I tipped the cocktail onto the garden after a few hours defrosting and wondered about all the space this bottle has taken up over time and all to no good.

Last weekend I tugged out the lot from the freezer and shoved it onto a skip in the front yard and then worried as it took an age for the men who had left the skip to take it back, by which time we’d had at least one unseasonably hot day and the whole thing had begun to stink. Even the flies were gathering.  Then it rained.

General rubbish was the requirement for waste on this skip and I worried that dead animals in the form of defrosting carcasses in green rubbish bags might attract a reprimand; even though such carcasses would readily break down.  Not the green bags though.

I think back to the days when life seemed simpler, before we worried so much about the environment we were then so blithely destroying; when I thought little about what I might have tipped onto a skip.

Now I’m mindful of waste and of recycling and my conscience never gets a rest.
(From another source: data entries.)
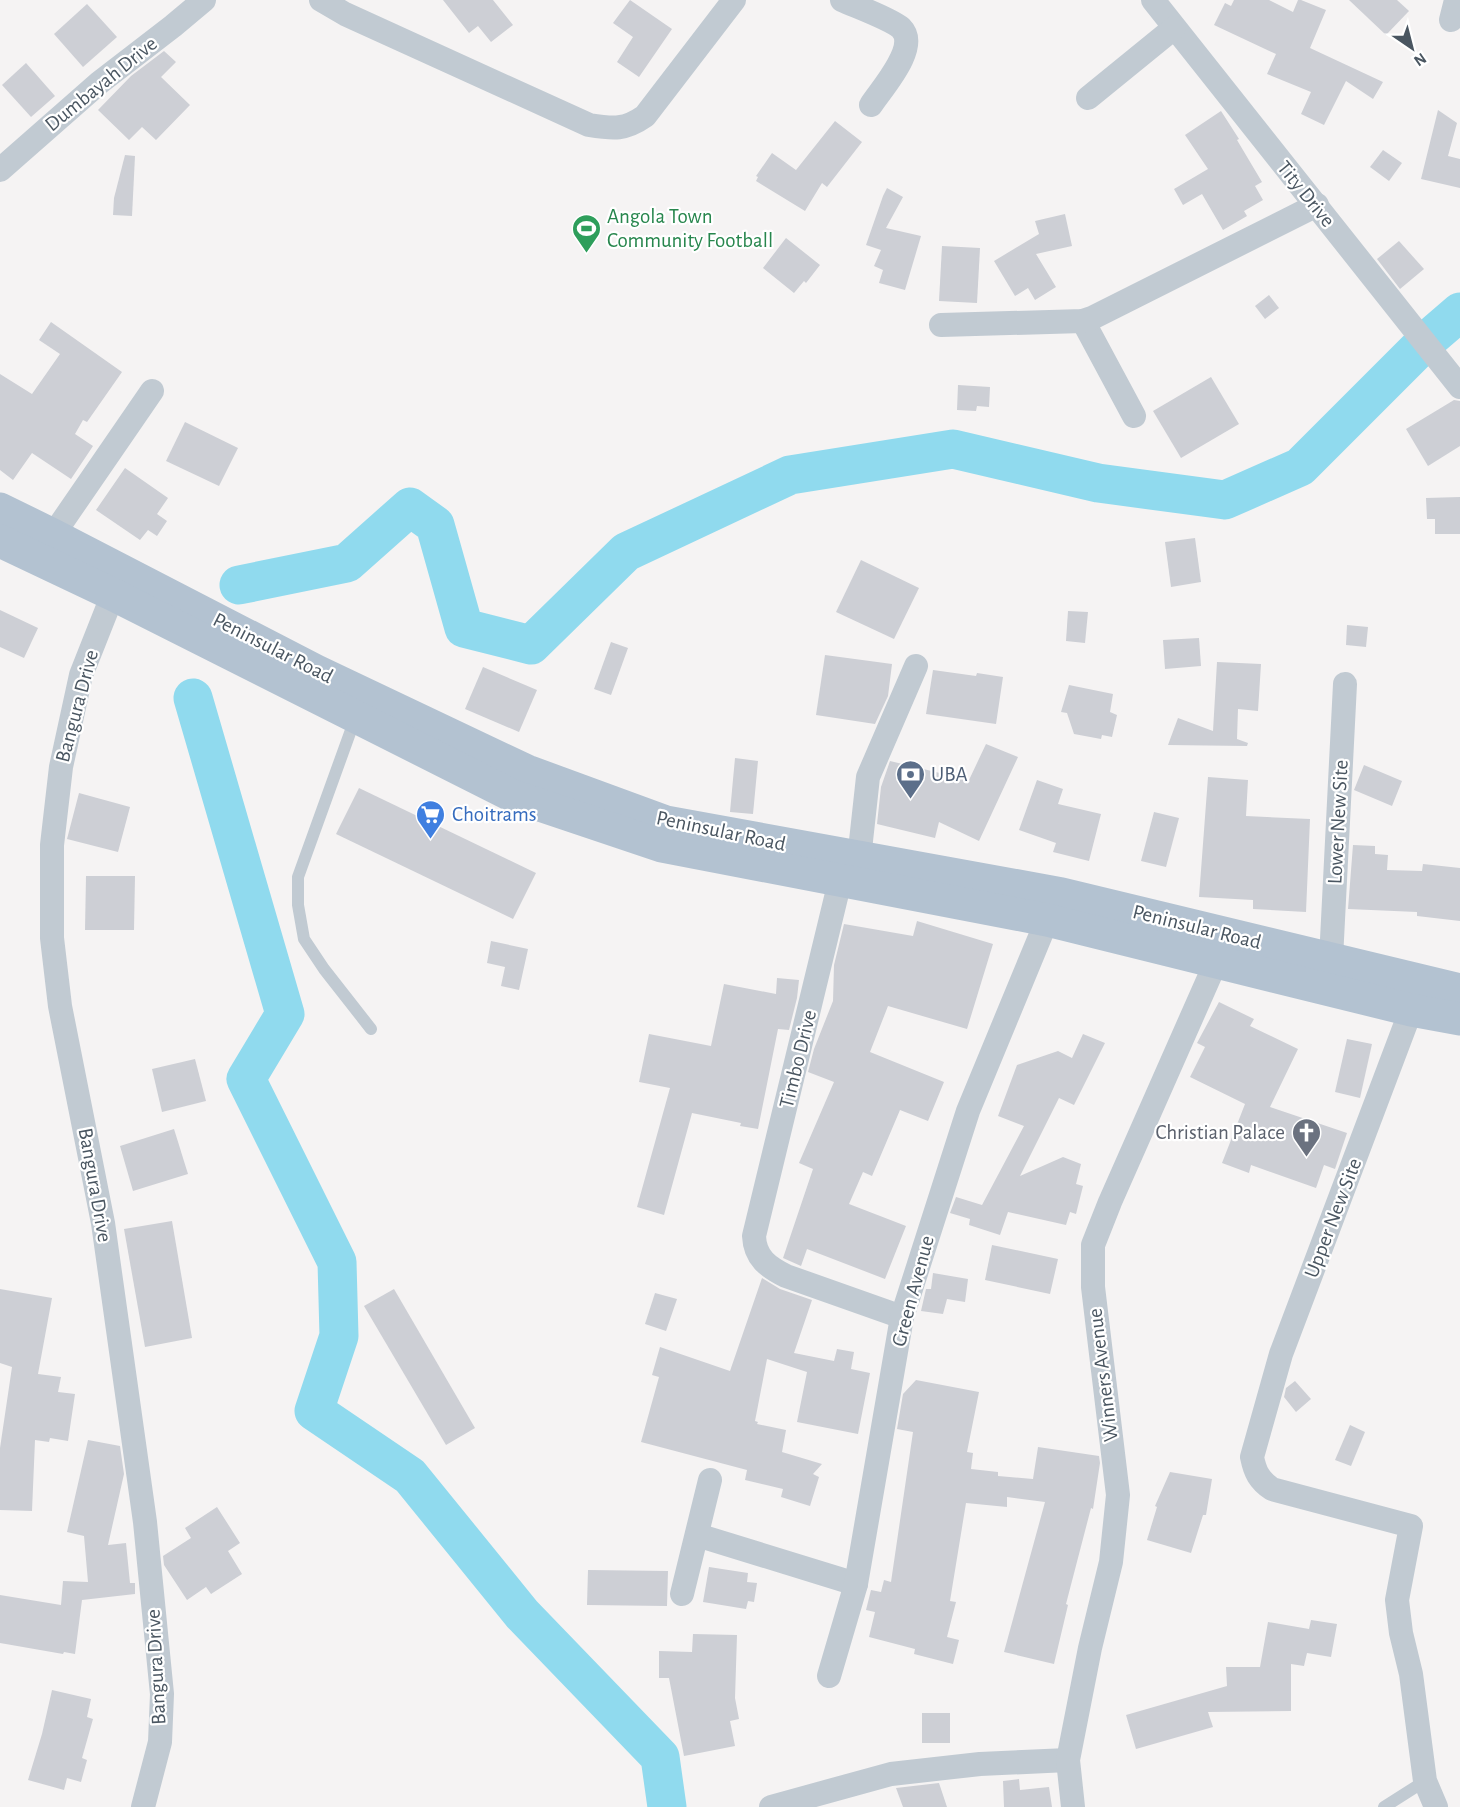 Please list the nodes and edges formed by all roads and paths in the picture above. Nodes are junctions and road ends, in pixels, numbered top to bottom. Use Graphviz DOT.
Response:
graph roads {
  1 [pos="204,0"];
  2 [pos="321,0"];
  3 [pos="734,0"];
  4 [pos="842,0"];
  5 [pos="1153,0"];
  6 [pos="1174,28"];
  7 [pos="1088,98"];
  8 [pos="871,105"];
  9 [pos="0,170"];
  10 [pos="1317,205"];
  11 [pos="1083,321"];
  12 [pos="941,325"];
  13 [pos="1460,387"];
  14 [pos="152,391"];
  15 [pos="1134,416"];
  16 [pos="0,509"];
  17 [pos="53,535"];
  18 [pos="0,541"];
  19 [pos="117,583"];
  20 [pos="916,666"];
  21 [pos="1345,684"];
  22 [pos="355,718"];
  23 [pos="849,870"];
  24 [pos="1047,920"];
  25 [pos="1221,948"];
  26 [pos="1331,959"];
  27 [pos="1460,990"];
  28 [pos="1415,995"];
  29 [pos="1460,1019"];
  30 [pos="371,1029"];
  31 [pos="902,1317"];
  32 [pos="710,1480"];
  33 [pos="697,1535"];
  34 [pos="856,1584"];
  35 [pos="682,1594"];
  36 [pos="829,1676"];
  37 [pos="1068,1760"];
  38 [pos="1425,1781"];
  39 [pos="143,1807"];
  40 [pos="771,1807"];
  41 [pos="1073,1807"];
  42 [pos="1384,1807"];
  43 [pos="1437,1807"];
  1 -- 9 [label="street, Dumbayah Drive"];
  2 -- 3 [label="street"];
  4 -- 8 [label="street"];
  5 -- 6 [label="street, Tity Drive"];
  6 -- 7 [label="street"];
  6 -- 10 [label="street, Tity Drive"];
  10 -- 11 [label="street"];
  10 -- 13 [label="street, Tity Drive"];
  11 -- 12 [label="street"];
  11 -- 15 [label="street"];
  14 -- 17 [label="street"];
  16 -- 17 [label="main road, Peninsular Road"];
  17 -- 19 [label="main road, Peninsular Road"];
  18 -- 19 [label="main road, Peninsular Road"];
  19 -- 22 [label="main road, Peninsular Road"];
  19 -- 23 [label="main road, Peninsular Road"];
  19 -- 39 [label="street, Bangura Drive"];
  20 -- 23 [label="street, Timbo Drive"];
  21 -- 26 [label="street, Lower New Site"];
  22 -- 23 [label="main road, Peninsular Road"];
  22 -- 30 [label="lane"];
  23 -- 24 [label="main road, Peninsular Road"];
  23 -- 25 [label="main road, Peninsular Road"];
  23 -- 31 [label="street, Timbo Drive"];
  24 -- 25 [label="main road, Peninsular Road"];
  24 -- 31 [label="street, Green Avenue"];
  25 -- 26 [label="main road, Peninsular Road"];
  25 -- 28 [label="main road, Peninsular Road"];
  25 -- 37 [label="street, Winners Avenue"];
  26 -- 28 [label="main road, Peninsular Road"];
  27 -- 28 [label="main road, Peninsular Road"];
  28 -- 29 [label="main road, Peninsular Road"];
  28 -- 38 [label="street, Upper New Site"];
  31 -- 34 [label="street, Green Avenue"];
  32 -- 33 [label="street"];
  33 -- 34 [label="street"];
  33 -- 35 [label="street"];
  34 -- 36 [label="street, Green Avenue"];
  37 -- 40 [label="street"];
  37 -- 41 [label="street, Winners Avenue"];
  38 -- 42 [label="lane"];
  38 -- 43 [label="street"];
}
They took the skip seven days later and the carcasses are gone. The deep freezer is empty except for a box of photographic paper that my husband put there in the bottom over twenty years ago, paper that came from a friend’s collection, which he had left to my husband. Paper that I understand could be precious or useful to someone serious about photography, for which reason it needs to stay in a sealed bag in the bottom of our freezer.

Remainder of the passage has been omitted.